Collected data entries
*** Block opens ***

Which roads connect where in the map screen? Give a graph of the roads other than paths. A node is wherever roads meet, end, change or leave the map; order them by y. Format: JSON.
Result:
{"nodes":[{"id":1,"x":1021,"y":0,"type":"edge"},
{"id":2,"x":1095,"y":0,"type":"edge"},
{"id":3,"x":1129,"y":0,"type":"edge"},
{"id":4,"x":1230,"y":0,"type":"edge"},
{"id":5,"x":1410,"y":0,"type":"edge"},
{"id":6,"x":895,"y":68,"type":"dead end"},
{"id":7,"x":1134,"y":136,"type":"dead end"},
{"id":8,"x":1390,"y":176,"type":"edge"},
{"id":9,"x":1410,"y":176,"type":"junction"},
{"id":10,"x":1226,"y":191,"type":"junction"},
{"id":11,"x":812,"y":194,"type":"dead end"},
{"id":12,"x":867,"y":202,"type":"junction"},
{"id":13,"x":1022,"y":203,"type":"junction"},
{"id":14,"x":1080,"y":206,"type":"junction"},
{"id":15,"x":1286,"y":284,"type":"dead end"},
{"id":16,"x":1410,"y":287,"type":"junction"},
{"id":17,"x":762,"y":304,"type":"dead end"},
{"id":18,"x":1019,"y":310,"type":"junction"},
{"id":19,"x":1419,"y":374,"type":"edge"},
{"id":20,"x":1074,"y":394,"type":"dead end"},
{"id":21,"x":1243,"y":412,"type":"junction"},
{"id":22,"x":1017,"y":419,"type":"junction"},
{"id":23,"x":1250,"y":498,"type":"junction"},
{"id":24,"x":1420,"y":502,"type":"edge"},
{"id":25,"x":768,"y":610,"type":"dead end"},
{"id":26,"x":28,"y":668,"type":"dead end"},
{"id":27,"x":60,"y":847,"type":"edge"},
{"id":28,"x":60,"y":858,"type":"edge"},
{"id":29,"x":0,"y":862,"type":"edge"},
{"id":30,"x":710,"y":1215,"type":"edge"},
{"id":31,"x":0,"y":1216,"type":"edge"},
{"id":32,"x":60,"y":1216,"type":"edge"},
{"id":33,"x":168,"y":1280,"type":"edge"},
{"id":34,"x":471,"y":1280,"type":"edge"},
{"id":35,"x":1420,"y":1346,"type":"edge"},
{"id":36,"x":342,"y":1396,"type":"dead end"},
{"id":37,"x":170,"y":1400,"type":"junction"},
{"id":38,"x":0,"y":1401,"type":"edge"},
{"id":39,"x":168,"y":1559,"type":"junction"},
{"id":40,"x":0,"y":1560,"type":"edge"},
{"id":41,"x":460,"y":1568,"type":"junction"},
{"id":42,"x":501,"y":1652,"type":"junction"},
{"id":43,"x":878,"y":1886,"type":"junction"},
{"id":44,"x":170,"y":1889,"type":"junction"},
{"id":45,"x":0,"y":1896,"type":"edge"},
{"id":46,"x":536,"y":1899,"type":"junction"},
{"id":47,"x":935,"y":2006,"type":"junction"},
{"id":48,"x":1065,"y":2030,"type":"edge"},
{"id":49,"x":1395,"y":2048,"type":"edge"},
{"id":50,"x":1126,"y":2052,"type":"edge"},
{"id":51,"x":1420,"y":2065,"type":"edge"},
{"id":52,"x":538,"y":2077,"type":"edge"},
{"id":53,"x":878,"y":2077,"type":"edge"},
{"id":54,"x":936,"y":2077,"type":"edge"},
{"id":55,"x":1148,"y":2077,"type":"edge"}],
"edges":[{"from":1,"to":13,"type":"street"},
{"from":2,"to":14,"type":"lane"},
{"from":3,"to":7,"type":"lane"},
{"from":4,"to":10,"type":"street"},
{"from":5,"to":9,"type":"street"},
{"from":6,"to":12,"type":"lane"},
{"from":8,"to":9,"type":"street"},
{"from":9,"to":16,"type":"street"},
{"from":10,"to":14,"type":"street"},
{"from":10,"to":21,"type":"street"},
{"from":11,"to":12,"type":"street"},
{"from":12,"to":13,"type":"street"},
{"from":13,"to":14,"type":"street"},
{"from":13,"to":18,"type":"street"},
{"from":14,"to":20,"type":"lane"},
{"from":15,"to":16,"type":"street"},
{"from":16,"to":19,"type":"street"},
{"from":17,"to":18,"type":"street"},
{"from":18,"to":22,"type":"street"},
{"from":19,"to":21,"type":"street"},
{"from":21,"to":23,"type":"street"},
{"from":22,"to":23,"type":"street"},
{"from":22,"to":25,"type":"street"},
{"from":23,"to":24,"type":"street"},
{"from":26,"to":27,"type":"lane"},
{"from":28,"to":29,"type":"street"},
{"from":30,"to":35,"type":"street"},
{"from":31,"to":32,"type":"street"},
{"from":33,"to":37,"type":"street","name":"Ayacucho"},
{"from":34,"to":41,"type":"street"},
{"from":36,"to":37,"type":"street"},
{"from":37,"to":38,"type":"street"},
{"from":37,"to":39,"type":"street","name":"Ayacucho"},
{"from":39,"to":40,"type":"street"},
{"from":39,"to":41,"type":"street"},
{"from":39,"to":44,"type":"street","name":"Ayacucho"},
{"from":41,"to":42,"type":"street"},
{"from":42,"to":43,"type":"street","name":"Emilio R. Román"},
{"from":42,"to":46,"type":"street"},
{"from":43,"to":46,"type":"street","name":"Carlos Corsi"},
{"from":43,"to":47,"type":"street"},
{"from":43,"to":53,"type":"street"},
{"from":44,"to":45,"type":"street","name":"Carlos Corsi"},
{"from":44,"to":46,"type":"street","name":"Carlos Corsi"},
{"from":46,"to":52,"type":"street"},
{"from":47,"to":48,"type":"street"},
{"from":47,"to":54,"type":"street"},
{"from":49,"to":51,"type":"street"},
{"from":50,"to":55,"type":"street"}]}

*** Block closes ***

» **Directions for this task**:
Copy out all of the lines above exactly.

» **Worked solution**:
Which roads connect where in the map screen? Give a graph of the roads other than paths. A node is wherever roads meet, end, change or leave the map; order them by y. Format: JSON.
Result:
{"nodes":[{"id":1,"x":1021,"y":0,"type":"edge"},
{"id":2,"x":1095,"y":0,"type":"edge"},
{"id":3,"x":1129,"y":0,"type":"edge"},
{"id":4,"x":1230,"y":0,"type":"edge"},
{"id":5,"x":1410,"y":0,"type":"edge"},
{"id":6,"x":895,"y":68,"type":"dead end"},
{"id":7,"x":1134,"y":136,"type":"dead end"},
{"id":8,"x":1390,"y":176,"type":"edge"},
{"id":9,"x":1410,"y":176,"type":"junction"},
{"id":10,"x":1226,"y":191,"type":"junction"},
{"id":11,"x":812,"y":194,"type":"dead end"},
{"id":12,"x":867,"y":202,"type":"junction"},
{"id":13,"x":1022,"y":203,"type":"junction"},
{"id":14,"x":1080,"y":206,"type":"junction"},
{"id":15,"x":1286,"y":284,"type":"dead end"},
{"id":16,"x":1410,"y":287,"type":"junction"},
{"id":17,"x":762,"y":304,"type":"dead end"},
{"id":18,"x":1019,"y":310,"type":"junction"},
{"id":19,"x":1419,"y":374,"type":"edge"},
{"id":20,"x":1074,"y":394,"type":"dead end"},
{"id":21,"x":1243,"y":412,"type":"junction"},
{"id":22,"x":1017,"y":419,"type":"junction"},
{"id":23,"x":1250,"y":498,"type":"junction"},
{"id":24,"x":1420,"y":502,"type":"edge"},
{"id":25,"x":768,"y":610,"type":"dead end"},
{"id":26,"x":28,"y":668,"type":"dead end"},
{"id":27,"x":60,"y":847,"type":"edge"},
{"id":28,"x":60,"y":858,"type":"edge"},
{"id":29,"x":0,"y":862,"type":"edge"},
{"id":30,"x":710,"y":1215,"type":"edge"},
{"id":31,"x":0,"y":1216,"type":"edge"},
{"id":32,"x":60,"y":1216,"type":"edge"},
{"id":33,"x":168,"y":1280,"type":"edge"},
{"id":34,"x":471,"y":1280,"type":"edge"},
{"id":35,"x":1420,"y":1346,"type":"edge"},
{"id":36,"x":342,"y":1396,"type":"dead end"},
{"id":37,"x":170,"y":1400,"type":"junction"},
{"id":38,"x":0,"y":1401,"type":"edge"},
{"id":39,"x":168,"y":1559,"type":"junction"},
{"id":40,"x":0,"y":1560,"type":"edge"},
{"id":41,"x":460,"y":1568,"type":"junction"},
{"id":42,"x":501,"y":1652,"type":"junction"},
{"id":43,"x":878,"y":1886,"type":"junction"},
{"id":44,"x":170,"y":1889,"type":"junction"},
{"id":45,"x":0,"y":1896,"type":"edge"},
{"id":46,"x":536,"y":1899,"type":"junction"},
{"id":47,"x":935,"y":2006,"type":"junction"},
{"id":48,"x":1065,"y":2030,"type":"edge"},
{"id":49,"x":1395,"y":2048,"type":"edge"},
{"id":50,"x":1126,"y":2052,"type":"edge"},
{"id":51,"x":1420,"y":2065,"type":"edge"},
{"id":52,"x":538,"y":2077,"type":"edge"},
{"id":53,"x":878,"y":2077,"type":"edge"},
{"id":54,"x":936,"y":2077,"type":"edge"},
{"id":55,"x":1148,"y":2077,"type":"edge"}],
"edges":[{"from":1,"to":13,"type":"street"},
{"from":2,"to":14,"type":"lane"},
{"from":3,"to":7,"type":"lane"},
{"from":4,"to":10,"type":"street"},
{"from":5,"to":9,"type":"street"},
{"from":6,"to":12,"type":"lane"},
{"from":8,"to":9,"type":"street"},
{"from":9,"to":16,"type":"street"},
{"from":10,"to":14,"type":"street"},
{"from":10,"to":21,"type":"street"},
{"from":11,"to":12,"type":"street"},
{"from":12,"to":13,"type":"street"},
{"from":13,"to":14,"type":"street"},
{"from":13,"to":18,"type":"street"},
{"from":14,"to":20,"type":"lane"},
{"from":15,"to":16,"type":"street"},
{"from":16,"to":19,"type":"street"},
{"from":17,"to":18,"type":"street"},
{"from":18,"to":22,"type":"street"},
{"from":19,"to":21,"type":"street"},
{"from":21,"to":23,"type":"street"},
{"from":22,"to":23,"type":"street"},
{"from":22,"to":25,"type":"street"},
{"from":23,"to":24,"type":"street"},
{"from":26,"to":27,"type":"lane"},
{"from":28,"to":29,"type":"street"},
{"from":30,"to":35,"type":"street"},
{"from":31,"to":32,"type":"street"},
{"from":33,"to":37,"type":"street","name":"Ayacucho"},
{"from":34,"to":41,"type":"street"},
{"from":36,"to":37,"type":"street"},
{"from":37,"to":38,"type":"street"},
{"from":37,"to":39,"type":"street","name":"Ayacucho"},
{"from":39,"to":40,"type":"street"},
{"from":39,"to":41,"type":"street"},
{"from":39,"to":44,"type":"street","name":"Ayacucho"},
{"from":41,"to":42,"type":"street"},
{"from":42,"to":43,"type":"street","name":"Emilio R. Román"},
{"from":42,"to":46,"type":"street"},
{"from":43,"to":46,"type":"street","name":"Carlos Corsi"},
{"from":43,"to":47,"type":"street"},
{"from":43,"to":53,"type":"street"},
{"from":44,"to":45,"type":"street","name":"Carlos Corsi"},
{"from":44,"to":46,"type":"street","name":"Carlos Corsi"},
{"from":46,"to":52,"type":"street"},
{"from":47,"to":48,"type":"street"},
{"from":47,"to":54,"type":"street"},
{"from":49,"to":51,"type":"street"},
{"from":50,"to":55,"type":"street"}]}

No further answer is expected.